[Source records]
↓↓↓
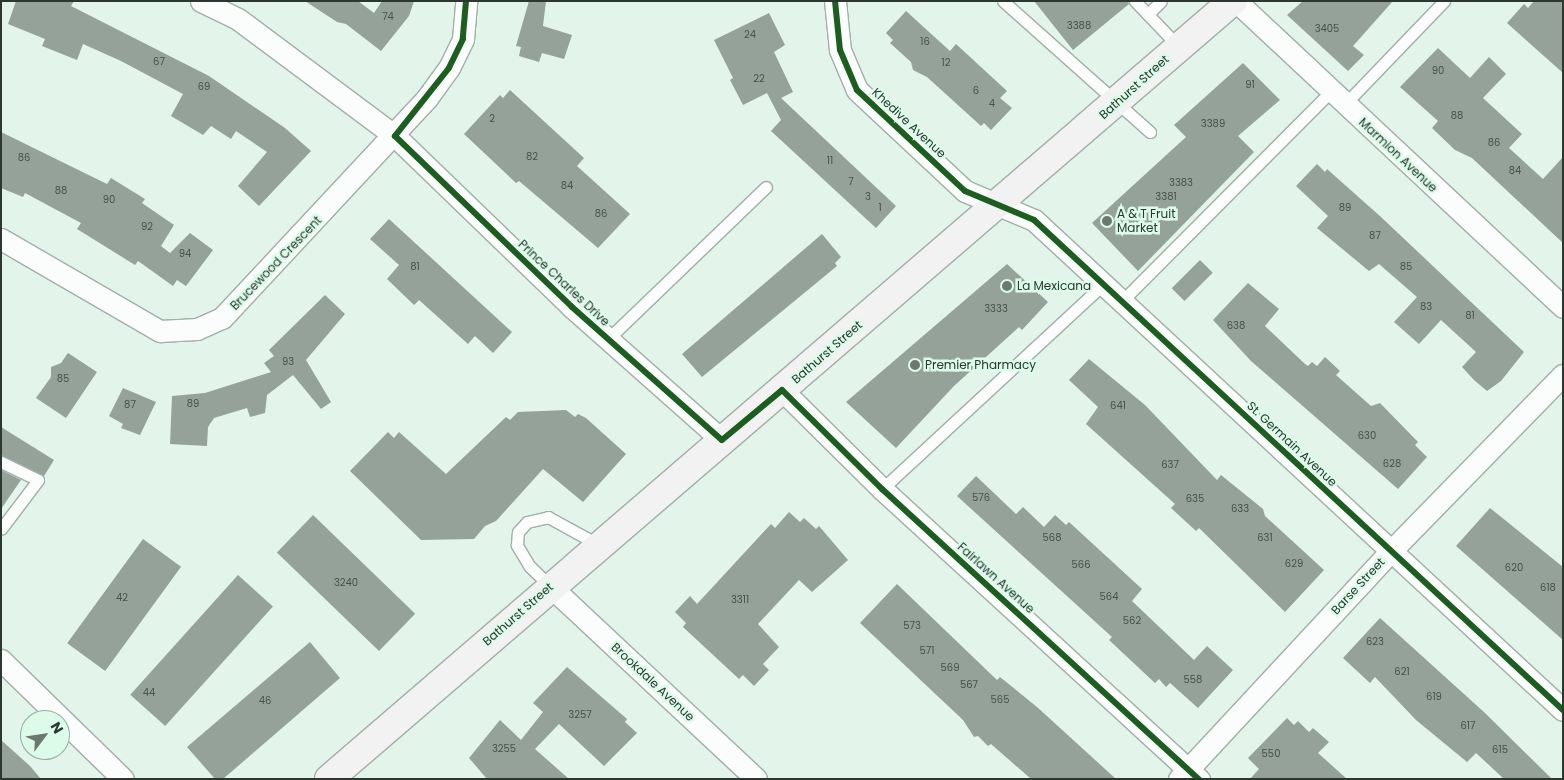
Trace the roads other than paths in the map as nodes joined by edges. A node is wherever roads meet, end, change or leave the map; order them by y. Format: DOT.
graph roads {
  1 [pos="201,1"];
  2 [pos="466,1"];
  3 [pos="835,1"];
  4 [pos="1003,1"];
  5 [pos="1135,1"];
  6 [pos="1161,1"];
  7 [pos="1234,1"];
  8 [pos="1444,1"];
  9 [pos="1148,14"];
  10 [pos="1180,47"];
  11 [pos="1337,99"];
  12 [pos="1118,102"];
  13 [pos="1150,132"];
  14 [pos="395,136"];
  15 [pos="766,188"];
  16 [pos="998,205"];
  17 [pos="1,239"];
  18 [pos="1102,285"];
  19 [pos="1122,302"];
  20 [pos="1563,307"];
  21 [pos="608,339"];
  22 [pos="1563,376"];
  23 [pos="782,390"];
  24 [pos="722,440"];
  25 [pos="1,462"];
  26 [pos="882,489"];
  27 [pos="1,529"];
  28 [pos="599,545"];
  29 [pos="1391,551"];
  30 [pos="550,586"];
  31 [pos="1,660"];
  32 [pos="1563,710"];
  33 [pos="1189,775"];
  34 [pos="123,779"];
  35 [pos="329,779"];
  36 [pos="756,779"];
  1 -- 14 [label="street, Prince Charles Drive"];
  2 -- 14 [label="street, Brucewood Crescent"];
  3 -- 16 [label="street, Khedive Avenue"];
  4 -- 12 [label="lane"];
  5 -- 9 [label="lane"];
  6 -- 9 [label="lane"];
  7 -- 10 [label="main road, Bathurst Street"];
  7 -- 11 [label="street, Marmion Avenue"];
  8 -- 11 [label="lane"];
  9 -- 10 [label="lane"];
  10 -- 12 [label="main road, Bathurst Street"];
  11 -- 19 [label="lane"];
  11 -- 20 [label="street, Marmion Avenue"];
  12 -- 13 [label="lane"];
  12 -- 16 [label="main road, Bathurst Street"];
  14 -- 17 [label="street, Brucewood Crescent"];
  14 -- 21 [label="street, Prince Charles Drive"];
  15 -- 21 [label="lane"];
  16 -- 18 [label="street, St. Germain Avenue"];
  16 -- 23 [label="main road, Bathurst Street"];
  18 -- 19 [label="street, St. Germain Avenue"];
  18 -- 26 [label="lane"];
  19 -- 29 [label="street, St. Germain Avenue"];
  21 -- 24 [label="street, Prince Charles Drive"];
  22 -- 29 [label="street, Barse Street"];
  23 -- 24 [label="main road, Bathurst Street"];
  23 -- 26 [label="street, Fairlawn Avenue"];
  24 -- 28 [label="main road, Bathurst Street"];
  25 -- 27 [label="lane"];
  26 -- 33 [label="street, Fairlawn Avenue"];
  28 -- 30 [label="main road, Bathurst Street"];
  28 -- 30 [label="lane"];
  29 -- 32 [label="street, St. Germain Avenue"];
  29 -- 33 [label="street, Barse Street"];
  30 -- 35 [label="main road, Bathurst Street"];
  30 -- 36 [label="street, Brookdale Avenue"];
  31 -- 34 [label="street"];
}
↑↑↑
↓↓↓
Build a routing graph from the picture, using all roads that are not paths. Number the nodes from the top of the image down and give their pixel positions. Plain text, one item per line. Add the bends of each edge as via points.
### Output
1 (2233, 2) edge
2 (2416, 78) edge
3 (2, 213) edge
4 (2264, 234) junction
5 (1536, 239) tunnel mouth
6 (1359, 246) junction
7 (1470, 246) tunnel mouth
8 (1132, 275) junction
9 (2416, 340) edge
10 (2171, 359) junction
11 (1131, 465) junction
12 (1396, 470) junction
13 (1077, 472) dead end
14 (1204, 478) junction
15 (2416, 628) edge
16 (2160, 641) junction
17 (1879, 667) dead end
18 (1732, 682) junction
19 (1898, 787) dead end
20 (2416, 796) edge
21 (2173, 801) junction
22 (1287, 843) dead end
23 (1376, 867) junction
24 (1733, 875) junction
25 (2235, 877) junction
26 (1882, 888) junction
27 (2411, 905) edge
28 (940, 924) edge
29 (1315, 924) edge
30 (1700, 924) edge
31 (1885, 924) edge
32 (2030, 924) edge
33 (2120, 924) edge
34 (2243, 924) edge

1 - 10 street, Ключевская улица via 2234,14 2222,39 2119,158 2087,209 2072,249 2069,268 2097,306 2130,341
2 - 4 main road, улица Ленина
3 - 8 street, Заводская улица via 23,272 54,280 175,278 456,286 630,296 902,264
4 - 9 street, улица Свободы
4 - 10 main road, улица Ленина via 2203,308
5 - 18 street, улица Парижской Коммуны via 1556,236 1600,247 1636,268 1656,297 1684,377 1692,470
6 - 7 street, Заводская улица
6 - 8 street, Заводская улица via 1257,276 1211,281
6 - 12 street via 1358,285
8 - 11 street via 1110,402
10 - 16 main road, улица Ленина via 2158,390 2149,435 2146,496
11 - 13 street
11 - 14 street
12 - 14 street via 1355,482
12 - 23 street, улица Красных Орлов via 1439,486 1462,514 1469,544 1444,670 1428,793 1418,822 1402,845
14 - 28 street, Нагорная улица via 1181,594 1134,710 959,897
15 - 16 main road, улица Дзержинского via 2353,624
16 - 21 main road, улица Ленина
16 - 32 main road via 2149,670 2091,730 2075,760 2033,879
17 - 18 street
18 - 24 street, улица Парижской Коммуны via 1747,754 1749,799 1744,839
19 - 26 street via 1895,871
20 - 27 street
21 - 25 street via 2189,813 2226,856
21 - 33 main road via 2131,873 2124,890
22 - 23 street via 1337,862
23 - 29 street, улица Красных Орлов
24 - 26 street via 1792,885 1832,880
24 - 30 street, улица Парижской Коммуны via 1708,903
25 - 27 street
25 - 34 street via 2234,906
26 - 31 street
↑↑↑
Task instructions> Check each line of the data above for the word "Ленина" and copy the ones where it is found.

Answer space>
2 - 4 main road, улица Ленина
4 - 10 main road, улица Ленина via 2203,308
10 - 16 main road, улица Ленина via 2158,390 2149,435 2146,496
16 - 21 main road, улица Ленина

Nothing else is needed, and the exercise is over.